There are some disparate elements in this post which I would like to make parallel to each other at some point, and develop.
I stopped by a department store briefly the other day, a beautiful day upon which I was not in the best of humors, just to pick up stockings. The clerks were very kind and I thought: they are indoors all day on this beautiful day, and I am not, and I must learn to appreciate more acutely my great luck in not working retail.
After all these years my mother still does not believe I would be able to land work even as a greeter at Wal*Mart. The other day when she said it in those words, I realized that it was a neurotic theme. Most recently I had thought it was just something abusive she said to make sure my pain levels were high enough.

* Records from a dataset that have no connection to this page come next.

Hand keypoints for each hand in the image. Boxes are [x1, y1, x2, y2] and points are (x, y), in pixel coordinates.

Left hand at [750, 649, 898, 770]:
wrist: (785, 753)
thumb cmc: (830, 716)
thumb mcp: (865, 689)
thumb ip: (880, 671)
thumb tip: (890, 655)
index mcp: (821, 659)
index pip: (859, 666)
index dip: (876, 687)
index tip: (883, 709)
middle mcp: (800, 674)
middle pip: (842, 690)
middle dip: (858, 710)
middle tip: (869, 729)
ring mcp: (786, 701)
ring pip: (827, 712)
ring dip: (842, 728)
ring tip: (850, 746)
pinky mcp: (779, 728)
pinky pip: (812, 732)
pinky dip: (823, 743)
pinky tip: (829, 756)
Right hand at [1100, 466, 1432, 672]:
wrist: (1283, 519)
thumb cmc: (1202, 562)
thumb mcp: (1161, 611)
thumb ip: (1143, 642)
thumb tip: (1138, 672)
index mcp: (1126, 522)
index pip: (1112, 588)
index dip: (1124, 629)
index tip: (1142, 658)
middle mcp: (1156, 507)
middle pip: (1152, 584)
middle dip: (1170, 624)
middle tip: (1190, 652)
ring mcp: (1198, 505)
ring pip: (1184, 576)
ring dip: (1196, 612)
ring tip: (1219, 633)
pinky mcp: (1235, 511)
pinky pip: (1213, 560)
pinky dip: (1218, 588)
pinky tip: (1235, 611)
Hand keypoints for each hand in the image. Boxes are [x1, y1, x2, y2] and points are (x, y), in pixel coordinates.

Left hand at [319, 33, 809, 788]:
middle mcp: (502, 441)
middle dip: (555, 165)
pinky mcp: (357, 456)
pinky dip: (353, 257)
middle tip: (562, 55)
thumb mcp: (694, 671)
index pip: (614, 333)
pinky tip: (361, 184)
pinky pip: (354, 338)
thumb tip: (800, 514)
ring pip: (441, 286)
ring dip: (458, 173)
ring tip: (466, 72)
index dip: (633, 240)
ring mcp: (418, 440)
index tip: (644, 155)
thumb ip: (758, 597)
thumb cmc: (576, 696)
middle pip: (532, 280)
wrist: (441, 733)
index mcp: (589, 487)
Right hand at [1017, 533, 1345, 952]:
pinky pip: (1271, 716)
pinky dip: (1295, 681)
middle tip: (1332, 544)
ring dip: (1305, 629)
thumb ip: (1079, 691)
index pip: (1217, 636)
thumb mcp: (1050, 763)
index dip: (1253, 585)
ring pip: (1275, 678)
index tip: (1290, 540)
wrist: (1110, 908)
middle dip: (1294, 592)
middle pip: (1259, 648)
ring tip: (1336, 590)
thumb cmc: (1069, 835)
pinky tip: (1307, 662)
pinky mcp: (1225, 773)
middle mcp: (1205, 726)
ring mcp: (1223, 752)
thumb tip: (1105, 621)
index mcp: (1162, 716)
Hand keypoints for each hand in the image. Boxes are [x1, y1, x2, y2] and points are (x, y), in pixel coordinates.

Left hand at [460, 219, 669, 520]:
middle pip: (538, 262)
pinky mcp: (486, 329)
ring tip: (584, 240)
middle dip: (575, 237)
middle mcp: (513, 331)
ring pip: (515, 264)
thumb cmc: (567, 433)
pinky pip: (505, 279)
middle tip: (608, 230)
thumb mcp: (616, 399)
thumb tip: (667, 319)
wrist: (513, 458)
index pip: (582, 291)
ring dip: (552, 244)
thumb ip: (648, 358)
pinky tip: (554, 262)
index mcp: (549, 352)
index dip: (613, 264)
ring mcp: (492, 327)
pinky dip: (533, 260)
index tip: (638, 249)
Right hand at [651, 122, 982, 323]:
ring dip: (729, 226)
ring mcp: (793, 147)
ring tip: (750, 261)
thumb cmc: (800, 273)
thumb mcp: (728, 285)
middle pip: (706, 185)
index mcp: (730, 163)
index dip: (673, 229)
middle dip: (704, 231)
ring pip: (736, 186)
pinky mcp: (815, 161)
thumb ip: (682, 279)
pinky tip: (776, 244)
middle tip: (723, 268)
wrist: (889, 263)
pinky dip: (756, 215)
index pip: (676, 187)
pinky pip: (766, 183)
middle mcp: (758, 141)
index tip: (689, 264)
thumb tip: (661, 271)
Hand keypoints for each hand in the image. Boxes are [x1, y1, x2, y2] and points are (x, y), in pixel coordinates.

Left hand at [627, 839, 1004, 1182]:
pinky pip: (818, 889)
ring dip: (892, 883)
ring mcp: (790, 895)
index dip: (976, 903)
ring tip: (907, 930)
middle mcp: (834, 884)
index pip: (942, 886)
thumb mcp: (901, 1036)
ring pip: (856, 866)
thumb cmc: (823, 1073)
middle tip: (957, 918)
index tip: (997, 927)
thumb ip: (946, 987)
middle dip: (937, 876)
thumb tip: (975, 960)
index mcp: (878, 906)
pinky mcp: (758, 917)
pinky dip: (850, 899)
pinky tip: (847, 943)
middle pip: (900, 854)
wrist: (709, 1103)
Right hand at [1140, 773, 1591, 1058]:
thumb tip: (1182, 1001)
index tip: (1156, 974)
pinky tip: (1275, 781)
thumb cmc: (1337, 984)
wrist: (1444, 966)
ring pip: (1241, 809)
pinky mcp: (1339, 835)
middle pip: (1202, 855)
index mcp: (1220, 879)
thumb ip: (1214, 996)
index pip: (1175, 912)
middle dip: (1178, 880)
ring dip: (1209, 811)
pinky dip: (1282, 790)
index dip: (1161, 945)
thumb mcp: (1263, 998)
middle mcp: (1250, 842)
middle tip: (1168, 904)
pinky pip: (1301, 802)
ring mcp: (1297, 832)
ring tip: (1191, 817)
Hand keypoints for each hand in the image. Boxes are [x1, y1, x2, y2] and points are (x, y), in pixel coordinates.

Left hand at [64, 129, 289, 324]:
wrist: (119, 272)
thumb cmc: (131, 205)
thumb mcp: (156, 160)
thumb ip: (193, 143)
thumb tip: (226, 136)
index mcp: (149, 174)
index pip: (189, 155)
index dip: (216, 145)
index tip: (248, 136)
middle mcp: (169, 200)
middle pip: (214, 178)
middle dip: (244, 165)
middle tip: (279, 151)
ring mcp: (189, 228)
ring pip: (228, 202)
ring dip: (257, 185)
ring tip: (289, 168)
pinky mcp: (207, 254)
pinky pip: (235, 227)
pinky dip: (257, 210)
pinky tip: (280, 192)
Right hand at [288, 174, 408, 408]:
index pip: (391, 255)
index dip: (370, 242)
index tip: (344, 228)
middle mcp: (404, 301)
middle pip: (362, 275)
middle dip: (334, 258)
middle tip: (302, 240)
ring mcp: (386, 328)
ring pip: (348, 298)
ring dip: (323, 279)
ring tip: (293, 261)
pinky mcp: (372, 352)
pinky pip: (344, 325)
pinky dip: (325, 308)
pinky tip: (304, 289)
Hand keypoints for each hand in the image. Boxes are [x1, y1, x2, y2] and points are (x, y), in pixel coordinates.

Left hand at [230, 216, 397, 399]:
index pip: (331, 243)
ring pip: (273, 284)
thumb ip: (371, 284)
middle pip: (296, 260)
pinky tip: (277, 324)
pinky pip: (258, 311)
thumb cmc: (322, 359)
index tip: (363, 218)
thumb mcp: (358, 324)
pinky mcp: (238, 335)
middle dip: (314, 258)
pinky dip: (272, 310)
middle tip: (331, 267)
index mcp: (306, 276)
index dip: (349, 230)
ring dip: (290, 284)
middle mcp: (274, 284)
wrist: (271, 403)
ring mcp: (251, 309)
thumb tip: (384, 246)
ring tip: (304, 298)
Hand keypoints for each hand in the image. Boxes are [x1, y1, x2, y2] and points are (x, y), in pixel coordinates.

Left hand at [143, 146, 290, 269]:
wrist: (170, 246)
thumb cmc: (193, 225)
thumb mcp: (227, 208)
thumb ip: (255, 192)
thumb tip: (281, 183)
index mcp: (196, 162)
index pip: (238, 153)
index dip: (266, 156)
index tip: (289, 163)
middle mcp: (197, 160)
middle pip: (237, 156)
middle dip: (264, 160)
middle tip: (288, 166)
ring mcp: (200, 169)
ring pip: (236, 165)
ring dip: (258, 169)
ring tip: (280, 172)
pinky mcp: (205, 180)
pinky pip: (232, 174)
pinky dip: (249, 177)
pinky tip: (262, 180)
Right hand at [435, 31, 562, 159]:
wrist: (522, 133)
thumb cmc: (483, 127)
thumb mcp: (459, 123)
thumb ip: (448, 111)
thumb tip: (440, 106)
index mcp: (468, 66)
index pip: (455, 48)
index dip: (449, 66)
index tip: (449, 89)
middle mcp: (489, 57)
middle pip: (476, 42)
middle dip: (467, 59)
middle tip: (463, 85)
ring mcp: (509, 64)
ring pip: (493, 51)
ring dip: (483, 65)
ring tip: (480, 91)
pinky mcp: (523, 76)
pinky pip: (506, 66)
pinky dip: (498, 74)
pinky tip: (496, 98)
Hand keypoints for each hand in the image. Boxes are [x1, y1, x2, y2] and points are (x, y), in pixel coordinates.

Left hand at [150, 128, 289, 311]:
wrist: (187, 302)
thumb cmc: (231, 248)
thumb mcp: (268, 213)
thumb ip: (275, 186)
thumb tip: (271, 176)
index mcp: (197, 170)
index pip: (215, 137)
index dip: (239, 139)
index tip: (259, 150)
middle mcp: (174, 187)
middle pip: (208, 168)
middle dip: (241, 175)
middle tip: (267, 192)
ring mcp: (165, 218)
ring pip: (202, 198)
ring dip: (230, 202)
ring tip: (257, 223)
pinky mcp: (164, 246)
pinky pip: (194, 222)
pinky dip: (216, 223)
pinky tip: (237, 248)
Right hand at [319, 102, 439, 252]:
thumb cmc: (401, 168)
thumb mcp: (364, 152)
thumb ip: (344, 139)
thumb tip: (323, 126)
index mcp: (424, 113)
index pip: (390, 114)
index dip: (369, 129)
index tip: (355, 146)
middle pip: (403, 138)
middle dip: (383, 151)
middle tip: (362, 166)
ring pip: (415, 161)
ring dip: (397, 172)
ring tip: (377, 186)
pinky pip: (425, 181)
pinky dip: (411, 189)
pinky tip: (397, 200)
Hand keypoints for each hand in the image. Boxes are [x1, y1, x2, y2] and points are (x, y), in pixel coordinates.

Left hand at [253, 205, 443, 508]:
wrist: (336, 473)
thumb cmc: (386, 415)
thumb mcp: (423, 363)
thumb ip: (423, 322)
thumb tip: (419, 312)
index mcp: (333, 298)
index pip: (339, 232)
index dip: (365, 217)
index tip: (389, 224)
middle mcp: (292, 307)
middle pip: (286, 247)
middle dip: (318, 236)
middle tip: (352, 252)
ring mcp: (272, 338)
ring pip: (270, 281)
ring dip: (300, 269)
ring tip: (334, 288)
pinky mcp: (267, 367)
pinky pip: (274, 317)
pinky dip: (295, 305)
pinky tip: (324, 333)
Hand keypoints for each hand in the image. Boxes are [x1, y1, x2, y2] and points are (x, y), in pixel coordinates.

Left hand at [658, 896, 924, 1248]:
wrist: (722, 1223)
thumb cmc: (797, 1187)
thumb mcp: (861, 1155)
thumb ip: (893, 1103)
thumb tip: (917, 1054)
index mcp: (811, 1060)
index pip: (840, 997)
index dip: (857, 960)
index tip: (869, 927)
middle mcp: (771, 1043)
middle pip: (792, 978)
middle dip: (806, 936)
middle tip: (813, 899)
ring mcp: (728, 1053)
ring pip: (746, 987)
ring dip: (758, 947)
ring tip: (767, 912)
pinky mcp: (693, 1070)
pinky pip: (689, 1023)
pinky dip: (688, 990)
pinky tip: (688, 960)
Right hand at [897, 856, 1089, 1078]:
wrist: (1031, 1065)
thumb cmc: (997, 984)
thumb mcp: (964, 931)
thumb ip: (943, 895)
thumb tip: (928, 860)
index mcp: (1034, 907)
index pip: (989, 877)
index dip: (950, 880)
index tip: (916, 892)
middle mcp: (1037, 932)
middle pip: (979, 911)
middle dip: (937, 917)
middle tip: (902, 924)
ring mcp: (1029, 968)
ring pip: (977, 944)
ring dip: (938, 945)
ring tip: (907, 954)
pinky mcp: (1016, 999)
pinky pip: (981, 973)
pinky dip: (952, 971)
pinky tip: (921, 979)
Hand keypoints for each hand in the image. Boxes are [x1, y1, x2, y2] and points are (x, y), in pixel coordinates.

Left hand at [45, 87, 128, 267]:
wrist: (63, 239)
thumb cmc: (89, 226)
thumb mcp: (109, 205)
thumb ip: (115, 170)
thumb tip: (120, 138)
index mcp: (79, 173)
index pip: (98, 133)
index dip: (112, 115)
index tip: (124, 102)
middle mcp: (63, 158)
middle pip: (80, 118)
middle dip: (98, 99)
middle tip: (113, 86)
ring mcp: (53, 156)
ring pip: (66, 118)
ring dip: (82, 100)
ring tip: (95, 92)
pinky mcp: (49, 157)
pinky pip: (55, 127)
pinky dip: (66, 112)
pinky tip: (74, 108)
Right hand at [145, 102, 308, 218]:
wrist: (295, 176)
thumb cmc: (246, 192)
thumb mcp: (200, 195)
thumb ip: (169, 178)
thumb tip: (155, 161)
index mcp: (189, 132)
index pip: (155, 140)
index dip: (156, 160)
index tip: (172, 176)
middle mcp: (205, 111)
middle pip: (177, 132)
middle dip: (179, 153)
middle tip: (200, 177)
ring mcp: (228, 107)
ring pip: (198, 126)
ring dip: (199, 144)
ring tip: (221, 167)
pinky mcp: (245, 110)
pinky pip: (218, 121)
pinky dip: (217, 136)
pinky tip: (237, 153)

Before that I thought she was was merely unfamiliar with the world of work; I tried to reason with her in those days. Even earlier, I believed her to have accurately perceived incompetence in me that I was too incompetent to see. Now I realize her sentence is just a kind of reflex.
It does explain a great deal, though, the repetition of this sentence, starting early on. I would be on the streets soon, I must find a man willing to support me, I would probably not be valuable enough to get a desirable situation, but I would surely get some situation. Hearing these things again and again made me fragile.
I was always told I would not like to be a professor because I would have to live in snow and write and publish. And being interested in one’s own work was considered terribly naive; alternatively, it was evidence that one’s work was not good. But I was always interested, and affecting disinterest was difficult. As I have said before, what I actually do not like about being a professor is the condescension and passive aggression one suffers.
The reason I do not discuss these things in real life is that my interlocutors rarely take me seriously; they assume I am just irritated today. This is of course part of the infantilization. And I was always taught that if you could just take a little more pain, just a little more, be brave and good, you might finally be exonerated.
I do not believe that was true then and I do not believe it is true now.